Dietary Vitamin C and E Modulates Antioxidant Levels in Blood, Brain, Liver, Muscle, and Testes in Diabetic Aged Rats
Abstract
While tissue dysfunction is a well-recognized consequence of diabetes mellitus in aged people, the underlying mechanisms are poorly understood. Daily (VCE) supplementation of vitamins C and E can be beneficial to diabetic aged animals in reducing free radical production. The aim of this study was to investigate whether dietary VCE supplementation modulates oxidative stress and antioxidant redox systems in streptozotocin (STZ)-induced aged diabetic rats. Thirty aged rats (18 - 20 months) were randomly divided into three groups.

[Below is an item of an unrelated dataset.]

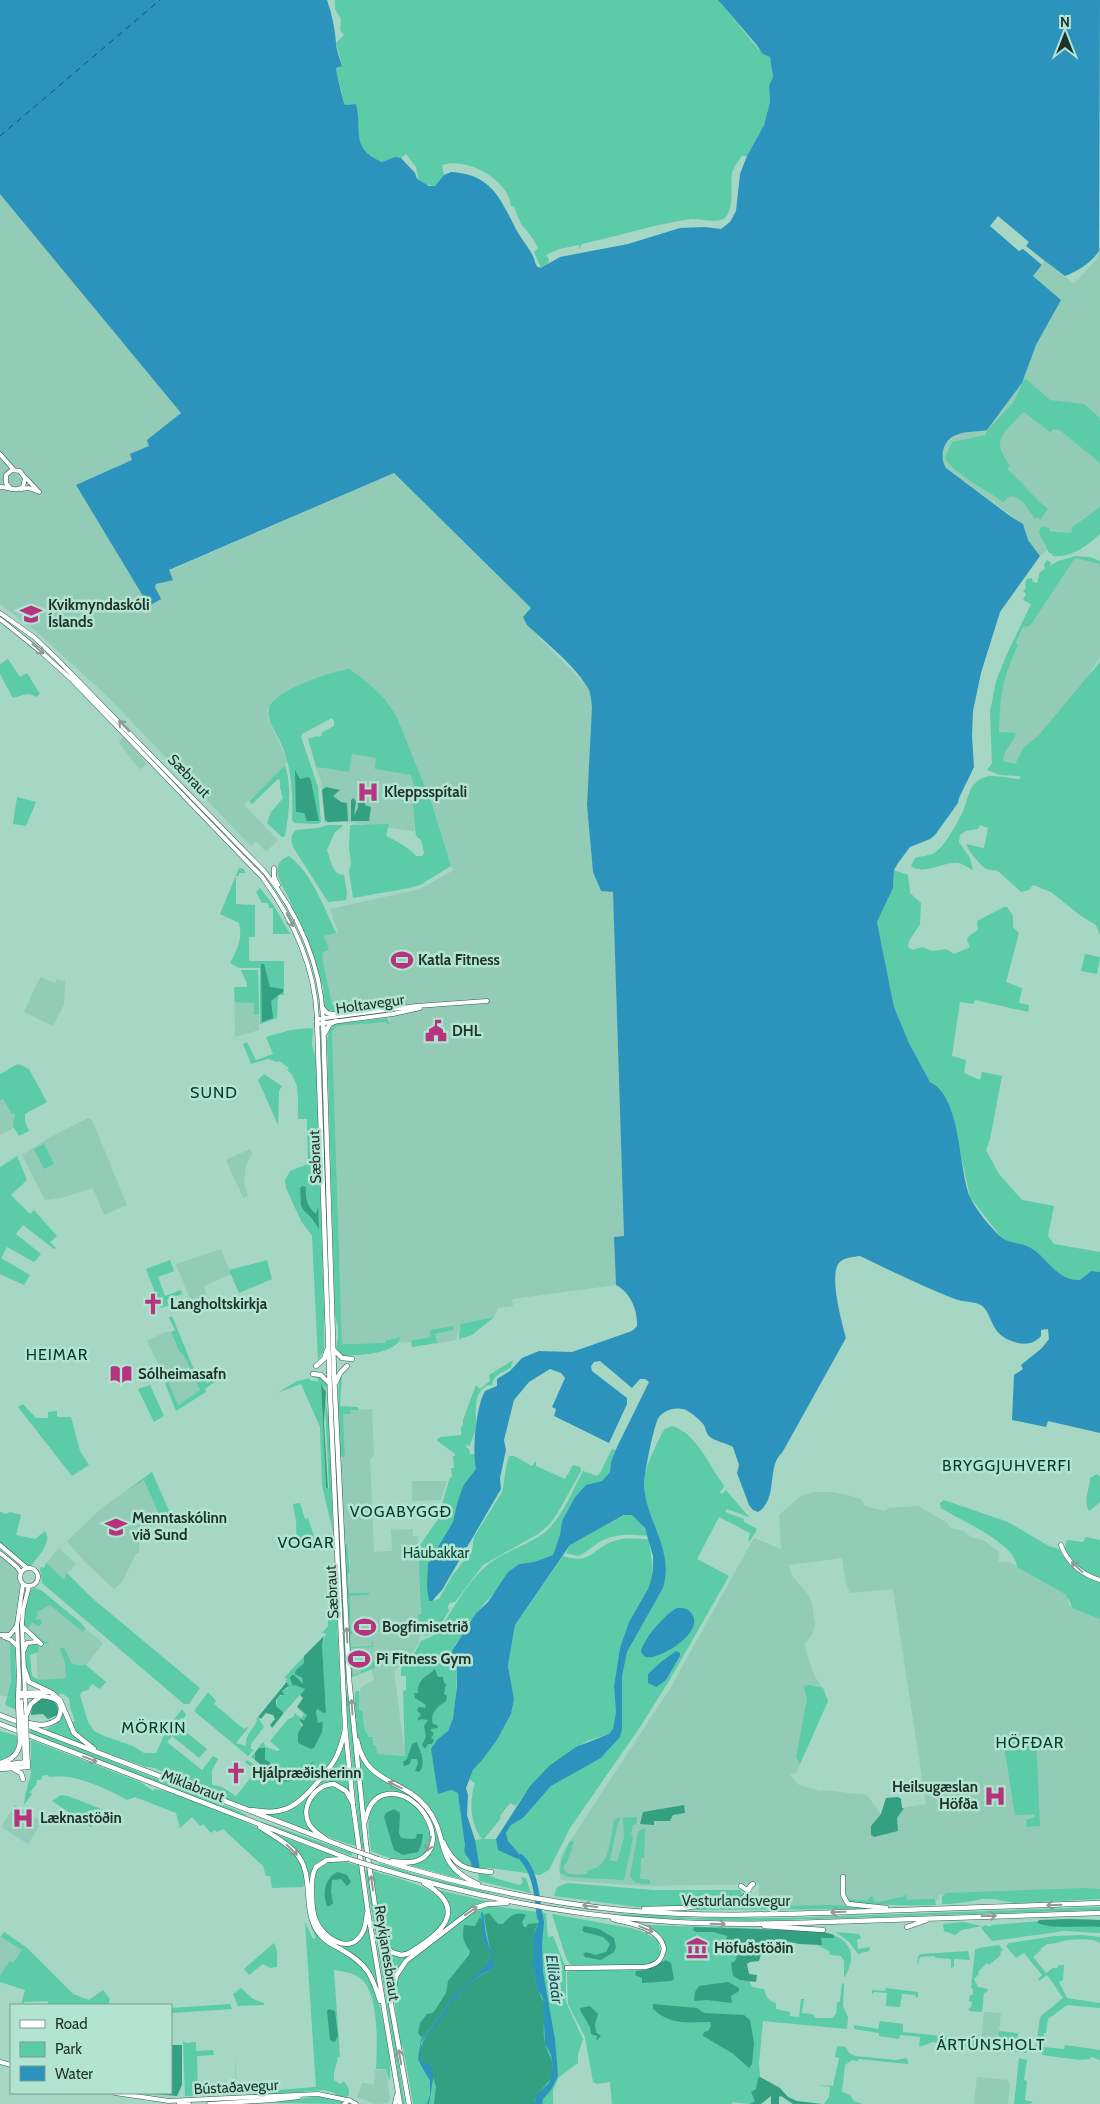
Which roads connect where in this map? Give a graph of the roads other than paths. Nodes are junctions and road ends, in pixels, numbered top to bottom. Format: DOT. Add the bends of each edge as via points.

The first group acted as a control and the second group was diabetic. VCE-supplemented feed was given to aged, diabetic rats, constituting the third group. Diabetes was induced using a single dose of intraperitoneal STZ. On the 21st day after STZ dosage, blood and tissue samples were taken from all animals. Glutathione peroxidase activity in liver, erythrocytes, muscle, and testes; catalase activity in plasma and erythrocytes; reduced glutathione levels in plasma; vitamin E concentration in plasma, liver, and muscle; b-carotene concentration in brain; and high-density lipoprotein (HDL)-cholesterol levels in plasma were lower in the diabetic group than in the control group. Lipid peroxidation (LP) levels in plasma, liver, brain, and muscle, and alanine aminotransferase (ALT), aspartate aminotransferase (AST), triacyglycerols, and total and low-density lipoprotein (LDL)-cholesterol values in plasma were higher in the diabetic group than in the control group. The LP, enzyme, vitamin, and lipid profile values levels were mostly restored by VCE treatment. Liver and testis weights did not change by diabetic status and VCE supplementation, although body weight was lower in the diabetic group than in the control group. In conclusion, brain, liver, and testes tissues seem most sensitive in aged diabetic rats to oxidative stress. We observed that VCE supplementation relieves oxidative stress in the blood and tissues of diabetic aged rats by modulating the antioxidant system and lipid profile.